Pa’s mouth opened and closed a couple of times. “Um, Daisy, do you mean . . . ?”
His skepticism was too much for me, and I kind of folded up, pushed my plate aside, and laid my head in my arms. Spike whimpered, and I threw him a bite of potato from my portion of the casserole.
“I swear, Pa, it’s the truth. It was the most ghastly experience of my life—well, except for when Billy died. I’ve always, until last night, thought all spiritualists and their mumbo-jumbo were hogwash. Piffle. Nonsense. I put on a show for people and try to make them feel better if they’ve lost a loved one. But on Saturday night . . .”
“Yes?” He sounded genuinely interested and, better, no longer scornful or doubtful.
I lif
ted my head and almost shouted, “Edward Hastings, the late son of Mrs. Bissel’s cousin, showed up while I was doing my Rolly routine and told everyone there that he’d been murdered!” Lowering my voice to a whisper, I added, “Pa, I don’t know what to do.”
“Are you kidding me, Daisy? Because if you are—”
“No! No! Good Lord, Pa, do you think I’d joke about something like that? It was ghastly, I tell you.” The tears I’d held in check the night of the séance and all day Sunday started leaking from my eyes. “It was horrible! All of a sudden, it was as if someone or something took possession of me. I felt this . . . oh, I don’t know. It was like an electrical shock. And then this voice I’d never heard before in my entire life came out of my mouth!” I pointed at the orifice as if to verify my words. “Harold heard it. Everyone heard it! Mrs. Hastings said it was the voice of her dead son, and Harold said it sounded exactly like Edward Hastings. They knew each other, you see.”
“Good God.”
Grabbing a handkerchief from the old blue day dress I’d donned that morning, I wiped my eyes. “Yes. Good God, indeed. And now I don’t know what to do.”
Pa sat there, staring at me, and didn’t say a word.

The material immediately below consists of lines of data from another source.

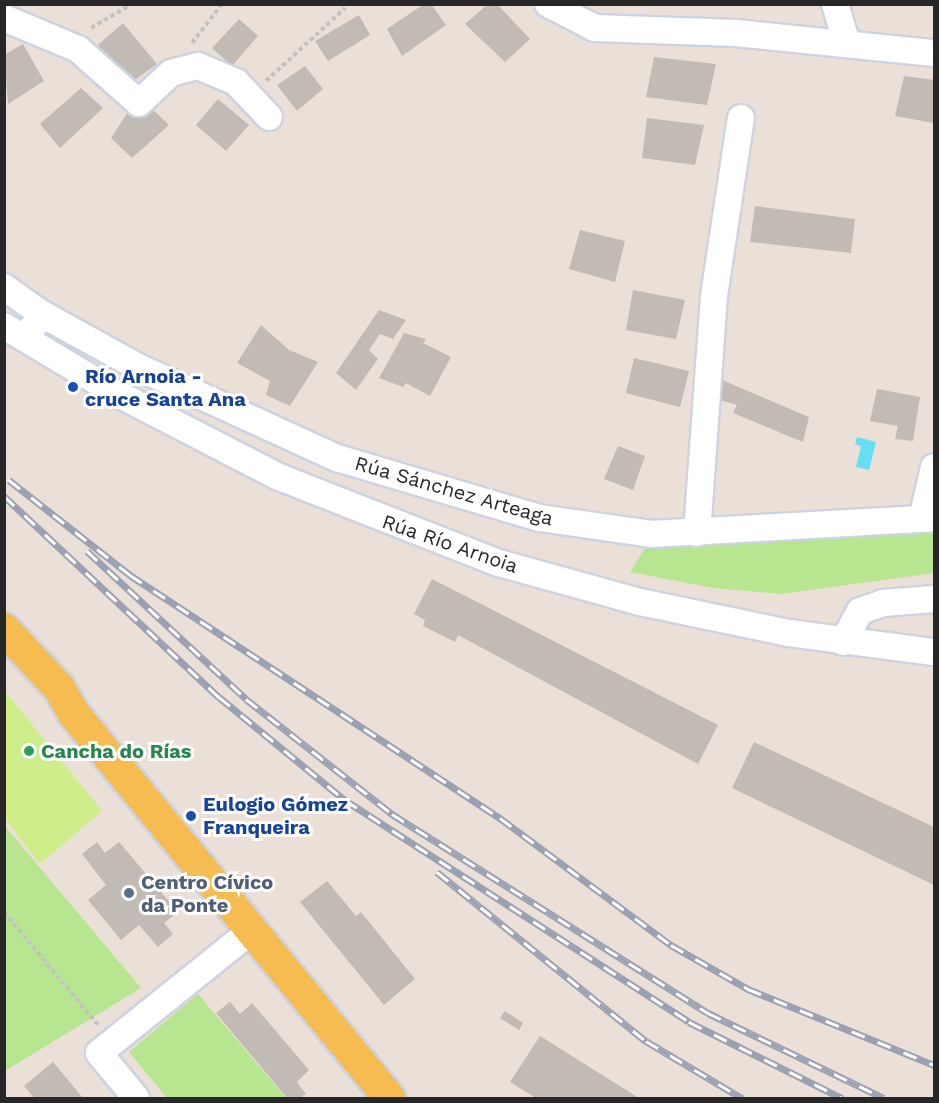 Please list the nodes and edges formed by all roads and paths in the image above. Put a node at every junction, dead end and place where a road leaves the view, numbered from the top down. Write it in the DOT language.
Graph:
graph roads {
  1 [pos="132,4"];
  2 [pos="222,4"];
  3 [pos="548,4"];
  4 [pos="835,4"];
  5 [pos="345,9"];
  6 [pos="4,18"];
  7 [pos="847,44"];
  8 [pos="78,49"];
  9 [pos="934,53"];
  10 [pos="171,73"];
  11 [pos="249,96"];
  12 [pos="269,117"];
  13 [pos="741,118"];
  14 [pos="4,287"];
  15 [pos="42,314"];
  16 [pos="14,333"];
  17 [pos="934,467"];
  18 [pos="928,519"];
  19 [pos="696,533"];
  20 [pos="934,599"];
  21 [pos="4,611"];
  22 [pos="4,629"];
  23 [pos="843,642"];
  24 [pos="934,652"];
  25 [pos="4,654"];
  26 [pos="74,714"];
  27 [pos="101,746"];
  28 [pos="4,912"];
  29 [pos="251,931"];
  30 [pos="113,1043"];
  31 [pos="136,1098"];
  32 [pos="389,1098"];
  1 -- 8 [label="path"];
  2 -- 10 [label="path"];
  3 -- 7 [label="street"];
  4 -- 7 [label="street"];
  5 -- 11 [label="path"];
  6 -- 8 [label="street"];
  7 -- 9 [label="street"];
  8 -- 10 [label="street"];
  10 -- 11 [label="street"];
  11 -- 12 [label="street"];
  13 -- 19 [label="street"];
  14 -- 15 [label="street, Rúa Sánchez Arteaga"];
  15 -- 16 [label="street"];
  15 -- 19 [label="street, Rúa Sánchez Arteaga"];
  16 -- 23 [label="street, Rúa Río Arnoia"];
  17 -- 18 [label="street"];
  18 -- 19 [label="street, Rúa Sánchez Arteaga"];
  20 -- 23 [label="street"];
  21 -- 27 [label="street"];
  22 -- 26 [label="main road"];
  23 -- 24 [label="street, Rúa Río Arnoia"];
  25 -- 26 [label="main road"];
  26 -- 27 [label="main road"];
  27 -- 29 [label="main road"];
  28 -- 30 [label="path"];
  29 -- 30 [label="street"];
  29 -- 32 [label="main road"];
  30 -- 31 [label="street"];
} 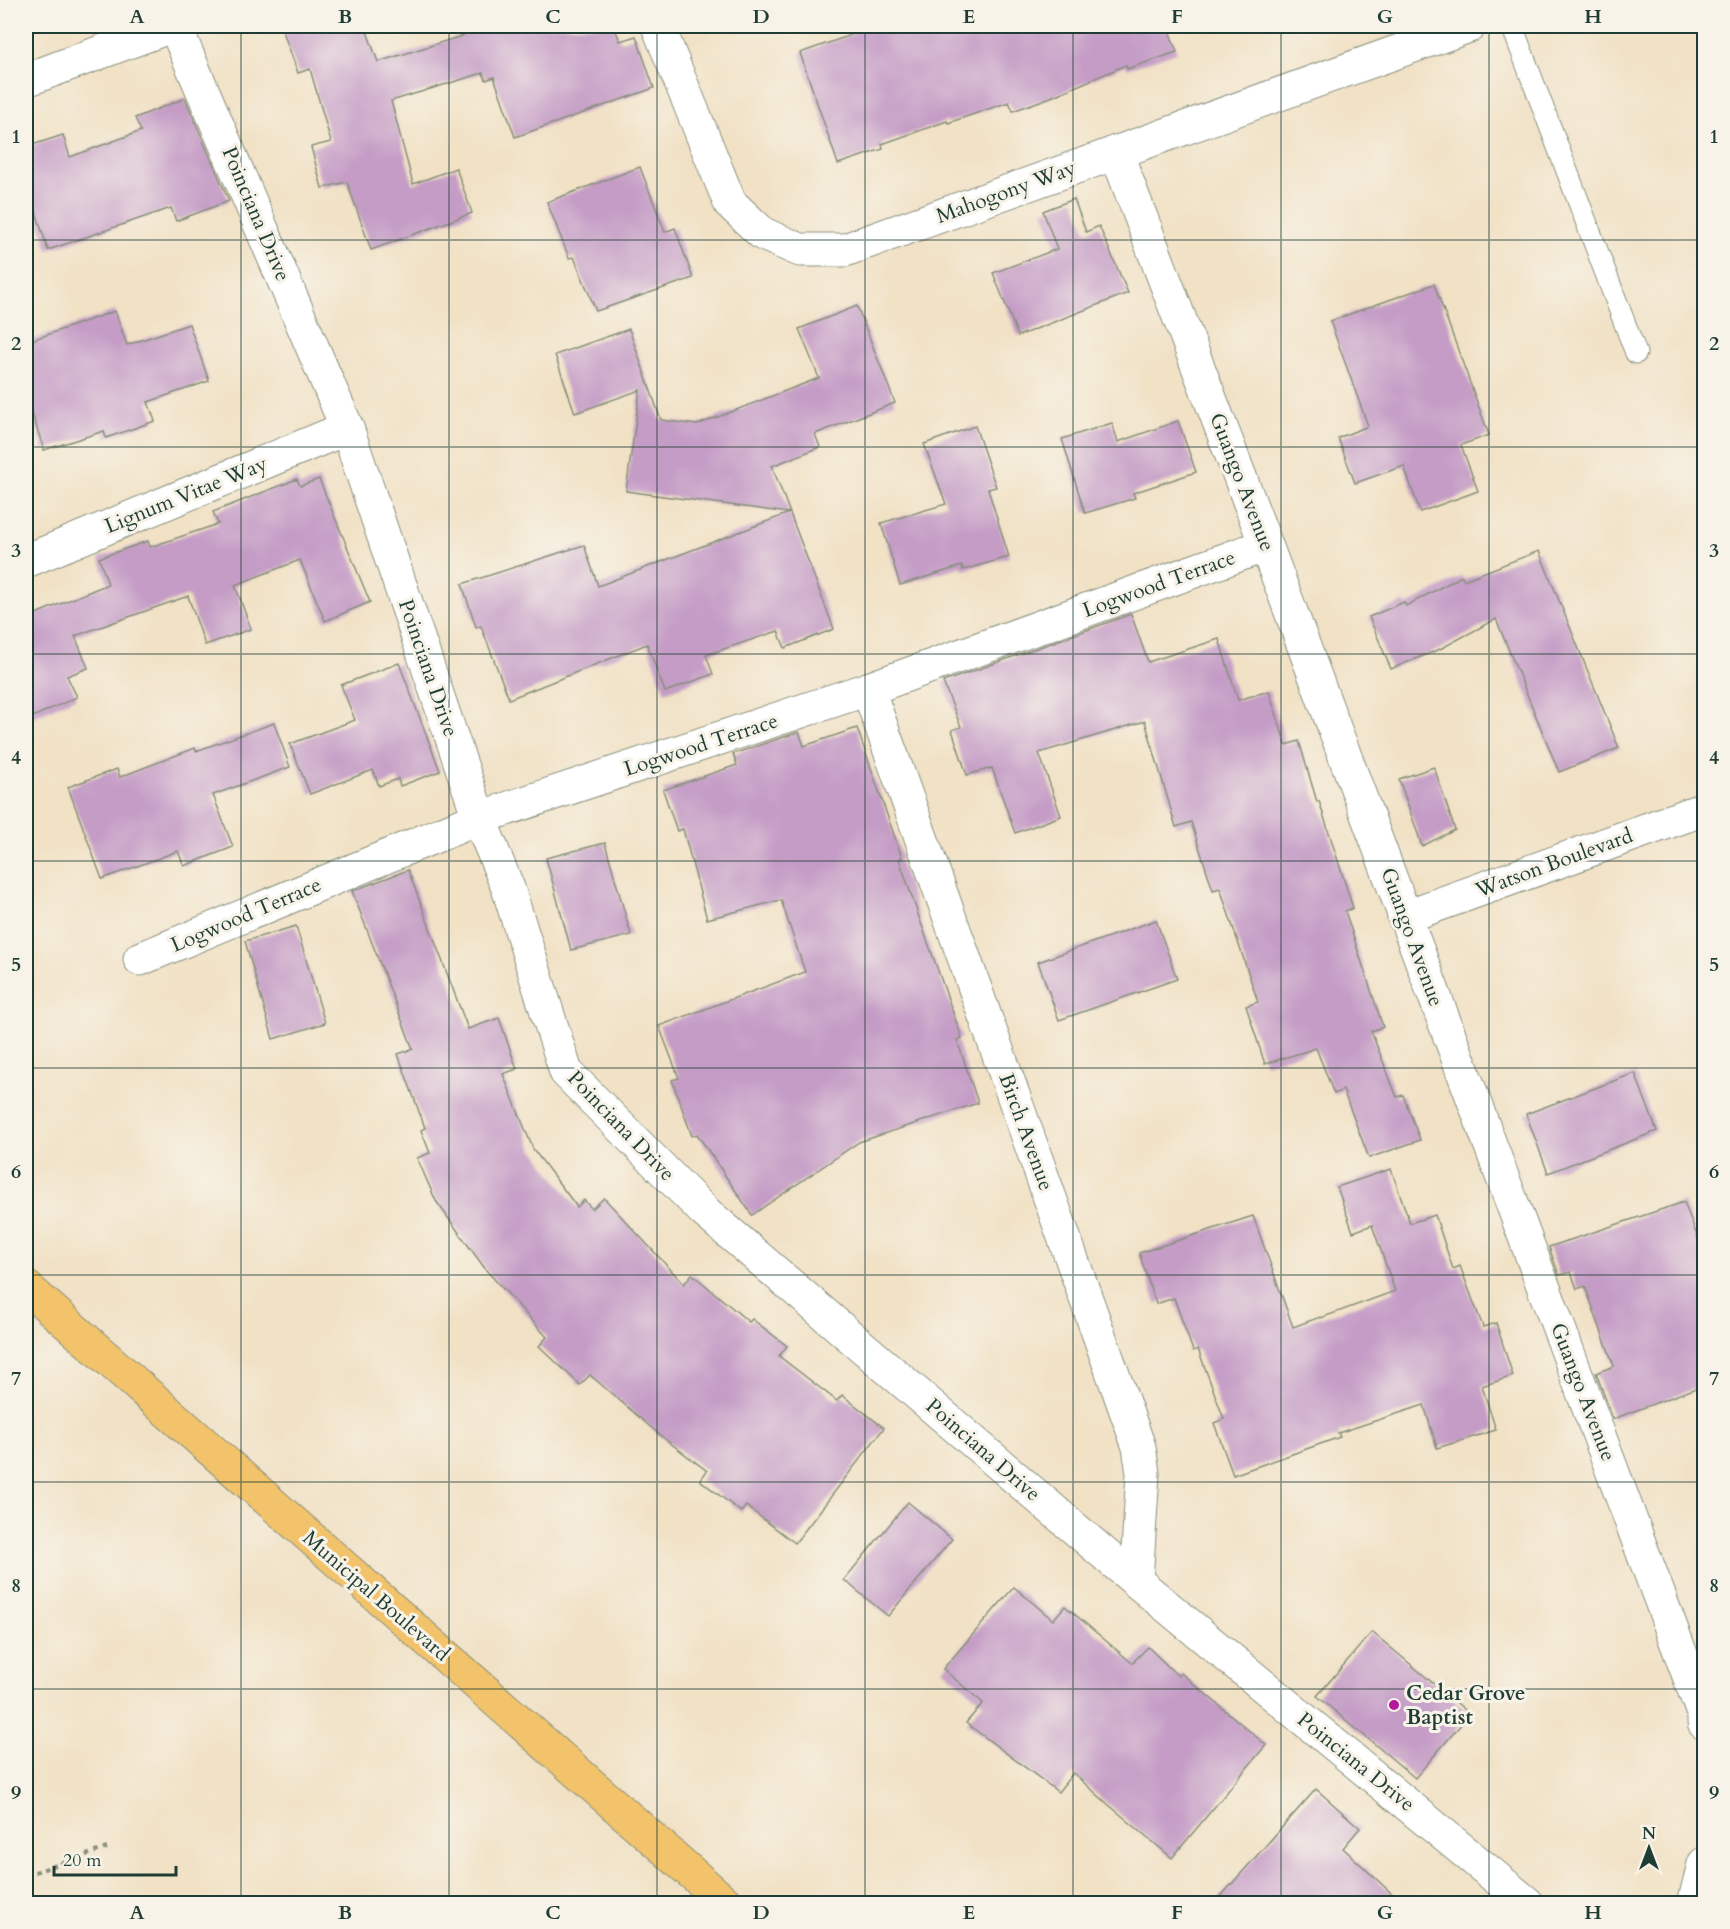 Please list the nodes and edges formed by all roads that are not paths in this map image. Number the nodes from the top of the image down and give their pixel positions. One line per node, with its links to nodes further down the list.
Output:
1 (173, 26): 5 (street); 8 (street, Poinciana Drive)
2 (658, 26): 6 (street, Mahogony Way)
3 (1469, 26): 6 (street, Mahogony Way)
4 (1512, 26): 7 (lane)
5 (26, 80)
6 (1116, 152): 9 (street, Guango Avenue)
7 (1636, 353)
8 (346, 428): 10 (street, Lignum Vitae Way); 13 (street, Poinciana Drive)
9 (1266, 544): 11 (street, Logwood Terrace); 14 (street, Guango Avenue)
10 (26, 561)
11 (868, 689): 13 (street, Logwood Terrace); 17 (street, Birch Avenue)
12 (1704, 809): 14 (street, Watson Boulevard)
13 (478, 818): 15 (street, Logwood Terrace); 17 (street, Poinciana Drive)
14 (1404, 917): 18 (street, Guango Avenue)
15 (140, 958)
16 (26, 1287): 20 (main road, Municipal Boulevard)
17 (1136, 1581): 21 (street, Poinciana Drive)
18 (1704, 1723)
19 (1704, 1864): 22 (street)
20 (727, 1904)
21 (1528, 1904)
22 (1694, 1904)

Feeling compelled, I went on, “Mrs. Pinkerton had to open her yap and say that I knew a police detective. And then Mrs. Hastings begged me to tell the coppers her son had been murdered or, failing that, to find out who killed her son myself.” I gazed at my father and went on in a pleading—I hate to say it, but perhaps it was even a little whiny—voice, “Sam would never believe me if I told him what happened.”
“No, I don’t suppose he would.”
“But you do, don’t you, Pa? Please tell me I’m not going crazy!”
He gave a sharp shake of his head. “You’re not going crazy, sweetheart.”
“There were witnesses, Pa. Lots of them. They all heard that voice come out of me. I didn’t have any control over it. And I’ve never even met Edward Hastings, so I sure as heck wasn’t imitating his voice or anything. I couldn’t, since I didn’t know what he sounded like.”